No matter if it’s Chinese stews or broths, cornstarch is a fairly handy constituent frequently utilized to ensure acquiring the appropriate texture. Nonetheless, while it may enable your sauces to achieve the ideal thickness, it may not be favorable for your well-being. Cornstarch is high in carbohydrates and can make your meal excessively calorie-rich. Nevertheless, fret not! There are numerous nutritious substitutes for cornstarch to attain similar outcomes in your culinary creations. Continue reading for additional information!
Cornstarch: What’s it all about?
All our cereals such as rice, wheat, and corn possess a starchy endosperm segment. Its thickening capabilities make it a sought-after element in both sweet and savory recipes, providing a consistent method to achieve the desired thickness without altering the taste of the final product,” remarks Garima Goyal, a nutritionist. Nevertheless, there exist numerous alternatives to cornstarch that can also be incorporated into your delicacies.
Why is cornstarch harmful?
Cornstarch is a processed product that is dense in carbohydrates. Although carbohydrates are necessary for a balanced diet, these forms of carbs are plain and straightforward. Nonetheless, it’s vital to comprehend the appropriate amount of carbohydrates to ingest. They are effortlessly digested, leading to rapid spikes in blood sugar levels. It lacks significant quantities of vitamins, minerals, or fiber, which are essential for overall wellness,” Goyal asserts.
According to a study published in Clinical Nutrition, consuming cornstarch can result in a higher glycemic index. Furthermore, a separate study published in Nutrition highlights that cornflour has inadequate fiber content, hence it is not very beneficial. It may also lead to cardiac health complications.

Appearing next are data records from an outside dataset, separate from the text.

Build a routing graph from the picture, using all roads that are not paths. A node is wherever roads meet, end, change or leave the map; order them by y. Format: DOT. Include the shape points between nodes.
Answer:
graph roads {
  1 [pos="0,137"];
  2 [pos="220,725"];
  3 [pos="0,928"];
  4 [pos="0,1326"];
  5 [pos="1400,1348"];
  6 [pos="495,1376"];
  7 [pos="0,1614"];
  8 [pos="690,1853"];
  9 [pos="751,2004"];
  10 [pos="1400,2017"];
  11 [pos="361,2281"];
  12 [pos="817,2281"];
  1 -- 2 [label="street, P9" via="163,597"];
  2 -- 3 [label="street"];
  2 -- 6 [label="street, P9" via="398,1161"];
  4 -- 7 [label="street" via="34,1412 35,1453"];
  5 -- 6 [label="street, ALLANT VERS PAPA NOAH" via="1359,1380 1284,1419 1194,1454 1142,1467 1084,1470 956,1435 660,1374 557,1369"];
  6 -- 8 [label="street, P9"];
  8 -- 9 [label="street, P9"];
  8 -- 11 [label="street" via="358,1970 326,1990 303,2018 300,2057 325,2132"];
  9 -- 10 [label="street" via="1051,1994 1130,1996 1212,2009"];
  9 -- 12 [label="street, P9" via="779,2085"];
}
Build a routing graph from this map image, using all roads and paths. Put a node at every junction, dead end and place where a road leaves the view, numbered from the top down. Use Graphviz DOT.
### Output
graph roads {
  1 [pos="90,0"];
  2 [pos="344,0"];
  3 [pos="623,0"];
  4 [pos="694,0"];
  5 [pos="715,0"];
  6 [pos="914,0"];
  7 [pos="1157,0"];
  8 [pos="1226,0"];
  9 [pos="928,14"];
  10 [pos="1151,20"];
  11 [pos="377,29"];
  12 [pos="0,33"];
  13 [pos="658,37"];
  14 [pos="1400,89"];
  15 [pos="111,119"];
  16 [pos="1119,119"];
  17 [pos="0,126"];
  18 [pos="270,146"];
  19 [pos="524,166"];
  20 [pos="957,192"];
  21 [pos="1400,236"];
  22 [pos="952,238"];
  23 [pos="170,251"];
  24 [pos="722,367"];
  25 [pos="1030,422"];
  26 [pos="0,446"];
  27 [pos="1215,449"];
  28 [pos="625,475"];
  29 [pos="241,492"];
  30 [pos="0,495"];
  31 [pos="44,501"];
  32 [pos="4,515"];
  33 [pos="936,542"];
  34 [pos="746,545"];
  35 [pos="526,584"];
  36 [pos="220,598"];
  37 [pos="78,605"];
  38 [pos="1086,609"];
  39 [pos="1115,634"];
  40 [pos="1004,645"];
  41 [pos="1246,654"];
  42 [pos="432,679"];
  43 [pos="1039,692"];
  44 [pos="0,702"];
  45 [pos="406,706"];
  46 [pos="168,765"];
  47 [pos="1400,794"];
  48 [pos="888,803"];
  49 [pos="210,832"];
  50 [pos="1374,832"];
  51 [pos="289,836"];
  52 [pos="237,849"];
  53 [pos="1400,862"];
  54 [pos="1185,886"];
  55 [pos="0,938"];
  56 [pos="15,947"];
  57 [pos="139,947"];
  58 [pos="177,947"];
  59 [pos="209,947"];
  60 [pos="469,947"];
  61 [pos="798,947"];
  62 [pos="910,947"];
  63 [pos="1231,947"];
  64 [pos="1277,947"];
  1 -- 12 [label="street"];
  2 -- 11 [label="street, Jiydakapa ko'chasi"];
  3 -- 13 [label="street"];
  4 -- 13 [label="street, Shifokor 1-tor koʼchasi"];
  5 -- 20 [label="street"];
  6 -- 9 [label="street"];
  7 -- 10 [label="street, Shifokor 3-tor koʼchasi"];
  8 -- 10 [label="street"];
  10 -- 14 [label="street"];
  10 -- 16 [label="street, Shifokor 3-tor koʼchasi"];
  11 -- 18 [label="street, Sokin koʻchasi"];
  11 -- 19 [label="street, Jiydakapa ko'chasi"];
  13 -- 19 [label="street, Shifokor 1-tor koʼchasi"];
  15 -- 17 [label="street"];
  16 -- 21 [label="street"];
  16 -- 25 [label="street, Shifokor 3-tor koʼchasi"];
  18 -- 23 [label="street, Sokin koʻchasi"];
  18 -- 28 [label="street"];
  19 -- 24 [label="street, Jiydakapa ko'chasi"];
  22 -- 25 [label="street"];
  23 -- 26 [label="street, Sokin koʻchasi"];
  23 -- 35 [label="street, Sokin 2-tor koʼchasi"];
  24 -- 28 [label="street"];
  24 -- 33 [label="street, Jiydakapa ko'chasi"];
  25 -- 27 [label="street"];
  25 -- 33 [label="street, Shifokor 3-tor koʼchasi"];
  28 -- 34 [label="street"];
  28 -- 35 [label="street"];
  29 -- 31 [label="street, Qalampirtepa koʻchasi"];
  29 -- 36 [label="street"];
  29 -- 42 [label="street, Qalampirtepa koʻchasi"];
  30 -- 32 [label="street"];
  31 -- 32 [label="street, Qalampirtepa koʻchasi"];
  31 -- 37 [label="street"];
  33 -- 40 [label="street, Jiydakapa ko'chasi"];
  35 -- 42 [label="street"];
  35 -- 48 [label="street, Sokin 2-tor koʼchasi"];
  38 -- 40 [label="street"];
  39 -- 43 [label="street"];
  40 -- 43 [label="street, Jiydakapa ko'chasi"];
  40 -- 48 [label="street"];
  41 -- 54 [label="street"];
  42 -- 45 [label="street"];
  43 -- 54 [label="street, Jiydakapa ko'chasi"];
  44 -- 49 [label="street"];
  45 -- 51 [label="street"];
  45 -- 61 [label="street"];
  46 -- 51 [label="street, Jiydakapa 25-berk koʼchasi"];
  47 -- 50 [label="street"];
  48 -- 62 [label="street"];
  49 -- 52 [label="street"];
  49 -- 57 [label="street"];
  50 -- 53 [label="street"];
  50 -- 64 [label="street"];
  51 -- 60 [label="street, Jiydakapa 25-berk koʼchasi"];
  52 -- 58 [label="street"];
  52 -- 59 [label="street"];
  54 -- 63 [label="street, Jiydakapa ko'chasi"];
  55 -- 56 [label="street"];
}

This underscores the necessity of seeking out effective and nutritious alternatives to cornstarch.
Can consuming excessive cornflour adversely impact your well-being? Strangely enough, yes
What is the safe daily intake of cornstarch?
Cornstarch is not absolutely detrimental and can be part of a wholesome diet. Employing it in small amounts generally does not pose any harm to health. However, remember to use it sparingly! “Using cornstarch in moderation is a safer choice. There’s no set amount, but one way to estimate it is based on your caloric needs. Typically, the calories from cornstarch need to be calculated just as you would calculate the calories from the remainder of your food, and it should align with your requirements,” suggests Goyal.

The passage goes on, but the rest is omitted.